Sunday, April 29, 2012

Sean Hannity: Americans don't go to bed hungry, because rice and beans are cheap

beans

Here we go again. A caller to Sean Hannity's radio show suggested that voters can't identify with Mitt Romney because he's never gone to bed hungry, and that most Americans have. Hannity, as you might imagine, sharply disagreed. Though he acknowledged that 47 million Americans are in poverty, he continued:

That does not mean they're going to bed hungry. If you look at some of the poorest people in the country'I went through these stats last week'most people have refrigerators and freezers and air conditioners and televisions and DVRs or, I'm sorry, DVDs or something, and stereos and cars. They just don't have the best and the latest and they don't live in the nicest neighborhoods.

Most Americans, even in poverty, have a basic level of living, a standard of living that is decent. [...]

We start, in other words, with the "American poor people aren't poor because they have televisions" canard, a favorite of conservatives denying the reality of poverty. There are so many problems with this, but let's just pick two out of the grab bag: Refrigerators and televisions are luxury goods these days? I'm sorry, just no. More than that, lots of people have things that they got during a period of relative affluence. Or they have hand-me-down electronics, or things bought used or otherwise obtained in ways that don't mean they have enough money day to day. And food is something that requires having money every single day. Hannity continued:
You can get things'for example, I have friends of mine that eat rice and beans all the time. Beans'protein; rice'inexpensive. You can make a big pot of this for a week for relatively negligible amounts of money for your whole family and feed your family, not the ... look, you should have vegetables and fruit in there as well, but if you need to survive you can survive off it. It's not ideal, you know, you get some cheap meat, too, and throw in there as well for protein. There are ways to live really really cheaply.
Note the slippage in Hannity's ideas about food. You can live on rice and beans for a negligible amount of money! Well, yes ... you should have fruits and vegetables and meats and cheeses in with that rice and beans, but it's still cheap!

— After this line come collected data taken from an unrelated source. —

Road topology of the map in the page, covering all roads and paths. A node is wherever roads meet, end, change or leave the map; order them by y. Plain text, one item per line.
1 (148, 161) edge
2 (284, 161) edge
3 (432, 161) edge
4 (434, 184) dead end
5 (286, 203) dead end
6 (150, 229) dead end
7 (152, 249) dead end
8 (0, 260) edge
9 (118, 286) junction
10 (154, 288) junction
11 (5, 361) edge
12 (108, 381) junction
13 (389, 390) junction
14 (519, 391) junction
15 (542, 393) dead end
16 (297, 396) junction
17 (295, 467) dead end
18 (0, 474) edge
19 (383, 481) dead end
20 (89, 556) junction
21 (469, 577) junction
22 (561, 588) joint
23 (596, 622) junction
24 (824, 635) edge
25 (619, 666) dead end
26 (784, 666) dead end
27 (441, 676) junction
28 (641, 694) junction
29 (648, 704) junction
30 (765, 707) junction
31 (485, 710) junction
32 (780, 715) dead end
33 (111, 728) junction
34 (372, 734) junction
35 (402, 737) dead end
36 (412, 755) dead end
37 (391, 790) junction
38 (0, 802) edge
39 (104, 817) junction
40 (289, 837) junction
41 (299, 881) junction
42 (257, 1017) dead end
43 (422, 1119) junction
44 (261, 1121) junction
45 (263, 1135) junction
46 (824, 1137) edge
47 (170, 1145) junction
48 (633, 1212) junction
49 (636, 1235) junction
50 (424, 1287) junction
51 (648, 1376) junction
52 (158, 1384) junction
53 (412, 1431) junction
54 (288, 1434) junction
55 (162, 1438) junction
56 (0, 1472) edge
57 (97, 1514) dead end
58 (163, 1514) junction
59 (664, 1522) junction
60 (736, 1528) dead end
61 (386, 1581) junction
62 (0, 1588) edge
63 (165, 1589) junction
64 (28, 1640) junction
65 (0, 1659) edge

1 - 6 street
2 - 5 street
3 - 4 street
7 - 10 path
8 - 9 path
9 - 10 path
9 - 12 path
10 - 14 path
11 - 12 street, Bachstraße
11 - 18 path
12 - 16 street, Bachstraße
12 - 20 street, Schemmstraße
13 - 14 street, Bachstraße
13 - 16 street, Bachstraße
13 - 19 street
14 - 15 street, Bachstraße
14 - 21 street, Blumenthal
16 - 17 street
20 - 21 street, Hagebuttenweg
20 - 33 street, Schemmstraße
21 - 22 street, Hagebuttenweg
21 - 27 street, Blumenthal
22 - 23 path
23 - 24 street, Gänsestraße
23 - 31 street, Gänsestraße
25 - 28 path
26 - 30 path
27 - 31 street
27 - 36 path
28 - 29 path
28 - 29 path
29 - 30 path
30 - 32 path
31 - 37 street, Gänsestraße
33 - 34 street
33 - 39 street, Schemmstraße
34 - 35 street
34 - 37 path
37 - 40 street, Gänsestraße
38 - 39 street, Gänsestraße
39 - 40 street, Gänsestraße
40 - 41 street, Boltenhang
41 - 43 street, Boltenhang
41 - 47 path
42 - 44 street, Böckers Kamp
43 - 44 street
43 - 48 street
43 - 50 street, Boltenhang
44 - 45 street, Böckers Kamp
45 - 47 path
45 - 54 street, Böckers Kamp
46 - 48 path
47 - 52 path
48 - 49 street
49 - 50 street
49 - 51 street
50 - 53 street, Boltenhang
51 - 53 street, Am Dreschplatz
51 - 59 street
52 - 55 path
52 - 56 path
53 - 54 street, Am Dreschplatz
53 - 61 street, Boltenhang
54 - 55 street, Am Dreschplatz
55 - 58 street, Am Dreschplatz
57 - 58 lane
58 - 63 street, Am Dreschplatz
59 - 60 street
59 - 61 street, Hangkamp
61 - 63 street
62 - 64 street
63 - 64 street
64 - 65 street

Negligible for whom, Sean? And how much exactly would all these fruits and vegetables and meats and cheeses you want to throw into the pot add to that "negligible" cost? Healthy, low-calorie foods are astronomically more expensive than junk food, and the prices are more likely to increase sharply. So Hannity's afterthoughts, casually tossed into the pot with rice and beans, add up quickly. And the search for cheap meat is what leads us to ground beef filled with pink slime and a host of equally unappealing additives.

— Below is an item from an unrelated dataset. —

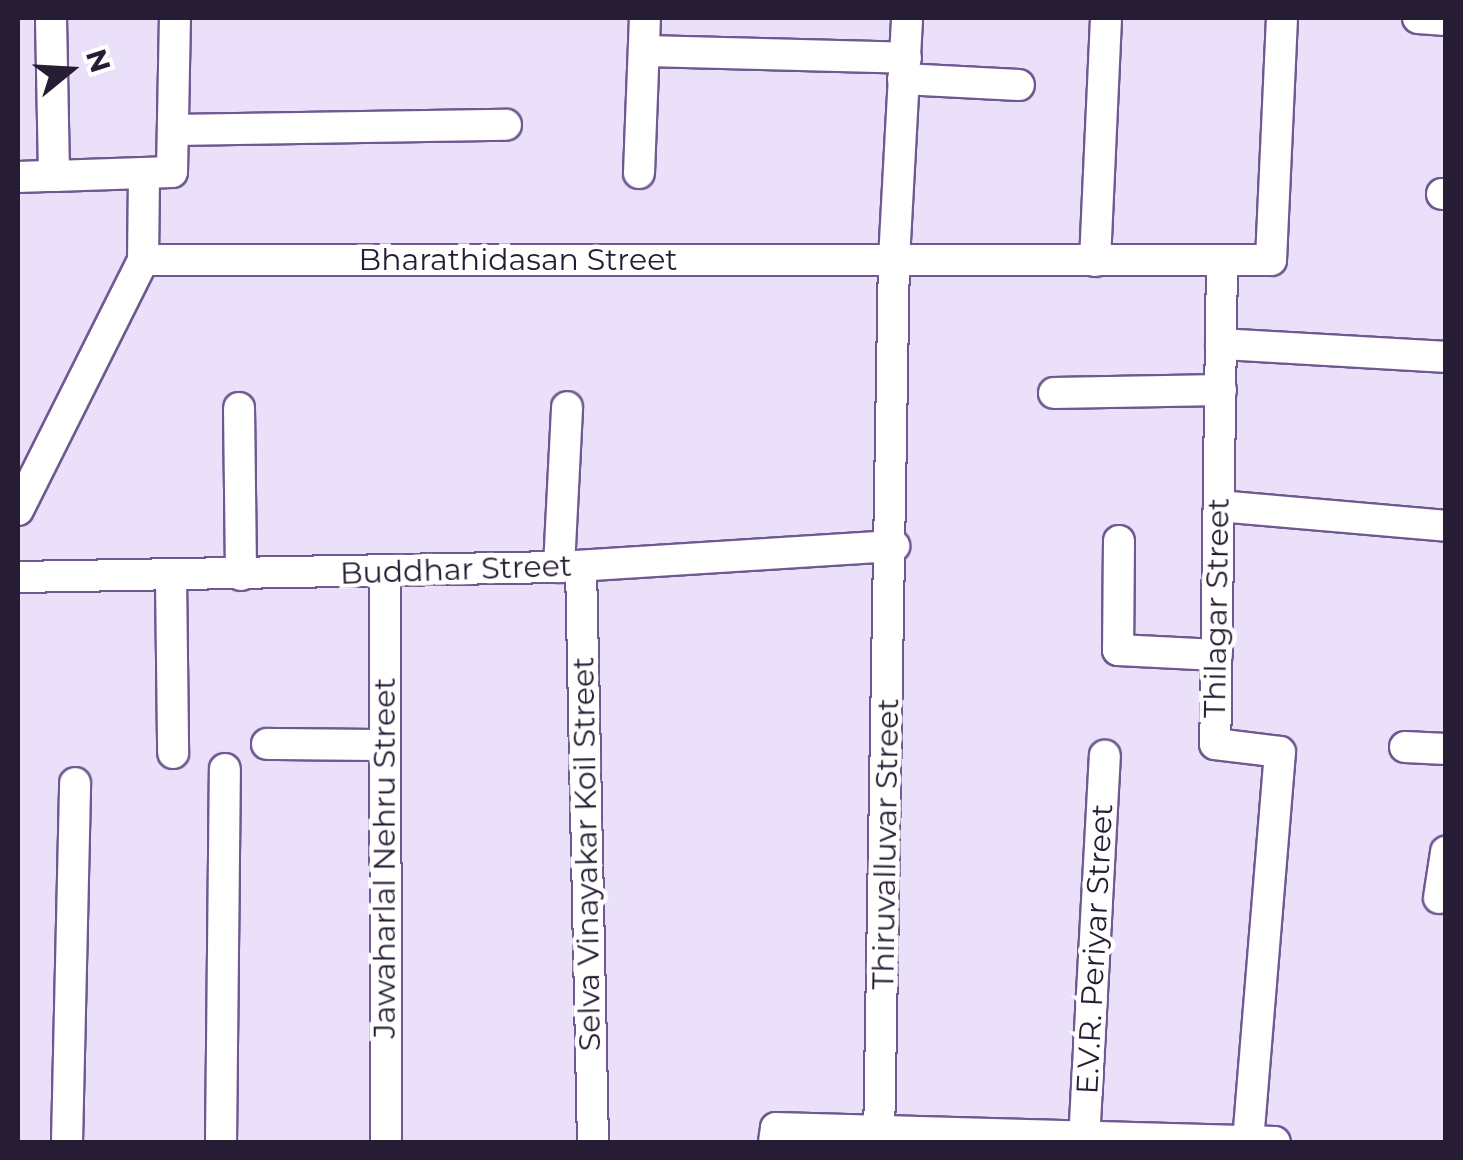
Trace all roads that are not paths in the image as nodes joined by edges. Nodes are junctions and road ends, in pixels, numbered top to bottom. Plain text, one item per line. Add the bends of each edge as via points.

Here are some facts: 14.5 percent of households experienced food insecurity at some point in 2010. That's 48.8 million people. For most of those households, that doesn't necessarily mean going to bed hungry; instead, it means "using a variety of coping strategies, such as eating less varied diets, participating in Federal food assistance programs, or getting emergency food from community food pantries." But I think we can agree that just as Mitt Romney has never gone to bed hungry, he's never had to face the choice between eating rice and beans every night or going to bed hungry, or going to a food pantry or going to bed hungry, and that those choices are less than ideal. On top of that, at least 11.3 million adults experienced "very low food security" during 2010, meaning that they did have to reduce food intake'literally go to bed hungry. But if you're food insecure, even if you're not going to bed hungry, that doesn't mean you're doing well if it's because you've filled up on cheap, calorie-dense foods. Doing that has enormous health costs for people forced to eat cheaply (and for our health care system).

So, you know, I'd love to see Sean Hannity'a man who apparently doesn't even like to do his own damn grocery shopping'eat rice and beans for a good long time, unseasoned, because spices are expensive, and with no hope of anything better or even different in the immediate future, and then return to a discussion of just what hunger means and how American poverty is a "decent" standard of living in which hunger doesn't exist.

All that said, where I differ from the caller is that I don't think you have to go all the way to saying people can't identify with Mitt Romney because he doesn't know what it is to go to bed hungry. I've never gone to bed hungry for economic reasons, but I still can't identify with Romney'because I've also never gone to bed thinking about getting a car elevator.